Collection entries
---

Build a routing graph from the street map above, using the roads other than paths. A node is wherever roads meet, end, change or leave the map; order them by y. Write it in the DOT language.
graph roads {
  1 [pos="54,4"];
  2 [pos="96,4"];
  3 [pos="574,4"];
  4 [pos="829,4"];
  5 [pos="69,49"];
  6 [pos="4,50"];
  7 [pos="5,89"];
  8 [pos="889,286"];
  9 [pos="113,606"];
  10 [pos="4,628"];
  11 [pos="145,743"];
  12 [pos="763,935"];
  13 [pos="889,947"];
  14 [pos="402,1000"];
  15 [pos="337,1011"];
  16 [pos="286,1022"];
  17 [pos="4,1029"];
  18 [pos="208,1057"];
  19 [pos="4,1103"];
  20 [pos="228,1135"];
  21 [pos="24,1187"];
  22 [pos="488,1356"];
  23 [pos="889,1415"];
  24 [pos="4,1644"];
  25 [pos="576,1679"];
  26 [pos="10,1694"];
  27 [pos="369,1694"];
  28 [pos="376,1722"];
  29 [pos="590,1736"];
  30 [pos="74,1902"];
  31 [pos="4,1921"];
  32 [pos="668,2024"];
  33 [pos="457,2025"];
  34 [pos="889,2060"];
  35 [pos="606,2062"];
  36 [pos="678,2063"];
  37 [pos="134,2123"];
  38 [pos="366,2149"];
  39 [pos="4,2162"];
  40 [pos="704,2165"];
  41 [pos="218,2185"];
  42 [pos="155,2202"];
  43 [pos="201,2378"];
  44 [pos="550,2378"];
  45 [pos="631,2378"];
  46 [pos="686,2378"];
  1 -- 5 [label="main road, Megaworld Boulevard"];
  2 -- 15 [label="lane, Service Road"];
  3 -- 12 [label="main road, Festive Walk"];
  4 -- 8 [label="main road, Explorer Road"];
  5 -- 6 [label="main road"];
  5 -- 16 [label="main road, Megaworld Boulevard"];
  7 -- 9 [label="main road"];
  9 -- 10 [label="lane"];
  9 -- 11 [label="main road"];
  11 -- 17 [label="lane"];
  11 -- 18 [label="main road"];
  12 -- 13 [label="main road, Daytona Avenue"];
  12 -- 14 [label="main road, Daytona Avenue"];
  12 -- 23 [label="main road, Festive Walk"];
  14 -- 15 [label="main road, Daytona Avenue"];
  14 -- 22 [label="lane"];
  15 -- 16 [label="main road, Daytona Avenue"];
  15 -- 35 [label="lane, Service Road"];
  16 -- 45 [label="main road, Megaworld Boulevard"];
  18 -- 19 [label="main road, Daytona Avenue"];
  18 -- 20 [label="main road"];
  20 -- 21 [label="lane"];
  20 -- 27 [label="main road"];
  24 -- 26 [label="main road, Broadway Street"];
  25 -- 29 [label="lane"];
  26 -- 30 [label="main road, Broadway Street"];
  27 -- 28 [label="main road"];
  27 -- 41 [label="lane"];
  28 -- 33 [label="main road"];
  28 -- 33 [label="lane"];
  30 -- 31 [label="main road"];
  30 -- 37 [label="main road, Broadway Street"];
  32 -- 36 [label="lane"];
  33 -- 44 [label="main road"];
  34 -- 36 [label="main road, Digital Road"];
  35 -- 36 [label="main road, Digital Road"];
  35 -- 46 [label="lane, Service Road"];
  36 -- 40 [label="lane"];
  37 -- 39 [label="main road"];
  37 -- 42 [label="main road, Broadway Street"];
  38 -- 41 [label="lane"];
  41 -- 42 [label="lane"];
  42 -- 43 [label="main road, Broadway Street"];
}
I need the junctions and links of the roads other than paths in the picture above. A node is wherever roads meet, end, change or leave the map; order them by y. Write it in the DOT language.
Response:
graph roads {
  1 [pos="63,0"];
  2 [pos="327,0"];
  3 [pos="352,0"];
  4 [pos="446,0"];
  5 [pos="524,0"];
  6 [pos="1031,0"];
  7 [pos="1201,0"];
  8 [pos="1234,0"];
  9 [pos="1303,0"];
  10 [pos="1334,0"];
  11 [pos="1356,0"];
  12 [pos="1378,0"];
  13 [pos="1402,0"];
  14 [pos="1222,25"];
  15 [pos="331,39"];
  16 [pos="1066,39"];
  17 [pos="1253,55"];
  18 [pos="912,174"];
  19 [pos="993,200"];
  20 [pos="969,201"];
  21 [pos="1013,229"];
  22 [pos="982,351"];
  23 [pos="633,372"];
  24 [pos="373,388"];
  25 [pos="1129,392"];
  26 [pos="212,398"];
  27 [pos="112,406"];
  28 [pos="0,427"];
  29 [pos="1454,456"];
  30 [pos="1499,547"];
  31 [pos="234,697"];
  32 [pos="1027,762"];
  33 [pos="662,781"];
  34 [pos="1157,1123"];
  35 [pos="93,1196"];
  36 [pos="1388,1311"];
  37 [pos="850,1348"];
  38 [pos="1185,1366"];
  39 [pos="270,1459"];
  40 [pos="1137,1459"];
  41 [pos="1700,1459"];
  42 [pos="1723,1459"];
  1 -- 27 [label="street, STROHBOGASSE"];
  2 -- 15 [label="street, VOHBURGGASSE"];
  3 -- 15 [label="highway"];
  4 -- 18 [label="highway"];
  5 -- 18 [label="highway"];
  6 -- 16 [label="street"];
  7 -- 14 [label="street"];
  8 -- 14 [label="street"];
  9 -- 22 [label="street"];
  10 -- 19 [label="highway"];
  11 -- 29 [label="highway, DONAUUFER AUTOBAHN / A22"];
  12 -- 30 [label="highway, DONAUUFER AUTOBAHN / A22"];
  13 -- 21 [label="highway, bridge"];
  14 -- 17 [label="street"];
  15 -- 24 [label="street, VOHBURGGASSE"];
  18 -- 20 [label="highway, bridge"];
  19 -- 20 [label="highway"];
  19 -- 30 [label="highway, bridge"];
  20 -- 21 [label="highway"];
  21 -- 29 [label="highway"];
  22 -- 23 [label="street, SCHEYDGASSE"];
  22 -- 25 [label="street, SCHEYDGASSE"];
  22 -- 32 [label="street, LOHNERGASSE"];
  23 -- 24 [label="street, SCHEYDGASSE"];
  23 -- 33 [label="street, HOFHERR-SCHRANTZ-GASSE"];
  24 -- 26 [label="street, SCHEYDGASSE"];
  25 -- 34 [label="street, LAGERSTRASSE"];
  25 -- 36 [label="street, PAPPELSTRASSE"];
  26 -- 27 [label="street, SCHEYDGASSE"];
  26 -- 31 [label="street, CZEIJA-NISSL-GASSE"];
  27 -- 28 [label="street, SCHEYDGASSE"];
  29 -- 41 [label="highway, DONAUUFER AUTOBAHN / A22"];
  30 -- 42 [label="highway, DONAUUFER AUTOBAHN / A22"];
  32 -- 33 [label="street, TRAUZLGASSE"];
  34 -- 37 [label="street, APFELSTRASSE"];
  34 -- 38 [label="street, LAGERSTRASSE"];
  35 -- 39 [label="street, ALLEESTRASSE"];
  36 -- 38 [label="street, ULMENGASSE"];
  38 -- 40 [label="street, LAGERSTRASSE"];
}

---

Task details: Transcribe all of the data above, character for character.

Task response:
Build a routing graph from the street map above, using the roads other than paths. A node is wherever roads meet, end, change or leave the map; order them by y. Write it in the DOT language.
graph roads {
  1 [pos="54,4"];
  2 [pos="96,4"];
  3 [pos="574,4"];
  4 [pos="829,4"];
  5 [pos="69,49"];
  6 [pos="4,50"];
  7 [pos="5,89"];
  8 [pos="889,286"];
  9 [pos="113,606"];
  10 [pos="4,628"];
  11 [pos="145,743"];
  12 [pos="763,935"];
  13 [pos="889,947"];
  14 [pos="402,1000"];
  15 [pos="337,1011"];
  16 [pos="286,1022"];
  17 [pos="4,1029"];
  18 [pos="208,1057"];
  19 [pos="4,1103"];
  20 [pos="228,1135"];
  21 [pos="24,1187"];
  22 [pos="488,1356"];
  23 [pos="889,1415"];
  24 [pos="4,1644"];
  25 [pos="576,1679"];
  26 [pos="10,1694"];
  27 [pos="369,1694"];
  28 [pos="376,1722"];
  29 [pos="590,1736"];
  30 [pos="74,1902"];
  31 [pos="4,1921"];
  32 [pos="668,2024"];
  33 [pos="457,2025"];
  34 [pos="889,2060"];
  35 [pos="606,2062"];
  36 [pos="678,2063"];
  37 [pos="134,2123"];
  38 [pos="366,2149"];
  39 [pos="4,2162"];
  40 [pos="704,2165"];
  41 [pos="218,2185"];
  42 [pos="155,2202"];
  43 [pos="201,2378"];
  44 [pos="550,2378"];
  45 [pos="631,2378"];
  46 [pos="686,2378"];
  1 -- 5 [label="main road, Megaworld Boulevard"];
  2 -- 15 [label="lane, Service Road"];
  3 -- 12 [label="main road, Festive Walk"];
  4 -- 8 [label="main road, Explorer Road"];
  5 -- 6 [label="main road"];
  5 -- 16 [label="main road, Megaworld Boulevard"];
  7 -- 9 [label="main road"];
  9 -- 10 [label="lane"];
  9 -- 11 [label="main road"];
  11 -- 17 [label="lane"];
  11 -- 18 [label="main road"];
  12 -- 13 [label="main road, Daytona Avenue"];
  12 -- 14 [label="main road, Daytona Avenue"];
  12 -- 23 [label="main road, Festive Walk"];
  14 -- 15 [label="main road, Daytona Avenue"];
  14 -- 22 [label="lane"];
  15 -- 16 [label="main road, Daytona Avenue"];
  15 -- 35 [label="lane, Service Road"];
  16 -- 45 [label="main road, Megaworld Boulevard"];
  18 -- 19 [label="main road, Daytona Avenue"];
  18 -- 20 [label="main road"];
  20 -- 21 [label="lane"];
  20 -- 27 [label="main road"];
  24 -- 26 [label="main road, Broadway Street"];
  25 -- 29 [label="lane"];
  26 -- 30 [label="main road, Broadway Street"];
  27 -- 28 [label="main road"];
  27 -- 41 [label="lane"];
  28 -- 33 [label="main road"];
  28 -- 33 [label="lane"];
  30 -- 31 [label="main road"];
  30 -- 37 [label="main road, Broadway Street"];
  32 -- 36 [label="lane"];
  33 -- 44 [label="main road"];
  34 -- 36 [label="main road, Digital Road"];
  35 -- 36 [label="main road, Digital Road"];
  35 -- 46 [label="lane, Service Road"];
  36 -- 40 [label="lane"];
  37 -- 39 [label="main road"];
  37 -- 42 [label="main road, Broadway Street"];
  38 -- 41 [label="lane"];
  41 -- 42 [label="lane"];
  42 -- 43 [label="main road, Broadway Street"];
}
I need the junctions and links of the roads other than paths in the picture above. A node is wherever roads meet, end, change or leave the map; order them by y. Write it in the DOT language.
Response:
graph roads {
  1 [pos="63,0"];
  2 [pos="327,0"];
  3 [pos="352,0"];
  4 [pos="446,0"];
  5 [pos="524,0"];
  6 [pos="1031,0"];
  7 [pos="1201,0"];
  8 [pos="1234,0"];
  9 [pos="1303,0"];
  10 [pos="1334,0"];
  11 [pos="1356,0"];
  12 [pos="1378,0"];
  13 [pos="1402,0"];
  14 [pos="1222,25"];
  15 [pos="331,39"];
  16 [pos="1066,39"];
  17 [pos="1253,55"];
  18 [pos="912,174"];
  19 [pos="993,200"];
  20 [pos="969,201"];
  21 [pos="1013,229"];
  22 [pos="982,351"];
  23 [pos="633,372"];
  24 [pos="373,388"];
  25 [pos="1129,392"];
  26 [pos="212,398"];
  27 [pos="112,406"];
  28 [pos="0,427"];
  29 [pos="1454,456"];
  30 [pos="1499,547"];
  31 [pos="234,697"];
  32 [pos="1027,762"];
  33 [pos="662,781"];
  34 [pos="1157,1123"];
  35 [pos="93,1196"];
  36 [pos="1388,1311"];
  37 [pos="850,1348"];
  38 [pos="1185,1366"];
  39 [pos="270,1459"];
  40 [pos="1137,1459"];
  41 [pos="1700,1459"];
  42 [pos="1723,1459"];
  1 -- 27 [label="street, STROHBOGASSE"];
  2 -- 15 [label="street, VOHBURGGASSE"];
  3 -- 15 [label="highway"];
  4 -- 18 [label="highway"];
  5 -- 18 [label="highway"];
  6 -- 16 [label="street"];
  7 -- 14 [label="street"];
  8 -- 14 [label="street"];
  9 -- 22 [label="street"];
  10 -- 19 [label="highway"];
  11 -- 29 [label="highway, DONAUUFER AUTOBAHN / A22"];
  12 -- 30 [label="highway, DONAUUFER AUTOBAHN / A22"];
  13 -- 21 [label="highway, bridge"];
  14 -- 17 [label="street"];
  15 -- 24 [label="street, VOHBURGGASSE"];
  18 -- 20 [label="highway, bridge"];
  19 -- 20 [label="highway"];
  19 -- 30 [label="highway, bridge"];
  20 -- 21 [label="highway"];
  21 -- 29 [label="highway"];
  22 -- 23 [label="street, SCHEYDGASSE"];
  22 -- 25 [label="street, SCHEYDGASSE"];
  22 -- 32 [label="street, LOHNERGASSE"];
  23 -- 24 [label="street, SCHEYDGASSE"];
  23 -- 33 [label="street, HOFHERR-SCHRANTZ-GASSE"];
  24 -- 26 [label="street, SCHEYDGASSE"];
  25 -- 34 [label="street, LAGERSTRASSE"];
  25 -- 36 [label="street, PAPPELSTRASSE"];
  26 -- 27 [label="street, SCHEYDGASSE"];
  26 -- 31 [label="street, CZEIJA-NISSL-GASSE"];
  27 -- 28 [label="street, SCHEYDGASSE"];
  29 -- 41 [label="highway, DONAUUFER AUTOBAHN / A22"];
  30 -- 42 [label="highway, DONAUUFER AUTOBAHN / A22"];
  32 -- 33 [label="street, TRAUZLGASSE"];
  34 -- 37 [label="street, APFELSTRASSE"];
  34 -- 38 [label="street, LAGERSTRASSE"];
  35 -- 39 [label="street, ALLEESTRASSE"];
  36 -- 38 [label="street, ULMENGASSE"];
  38 -- 40 [label="street, LAGERSTRASSE"];
}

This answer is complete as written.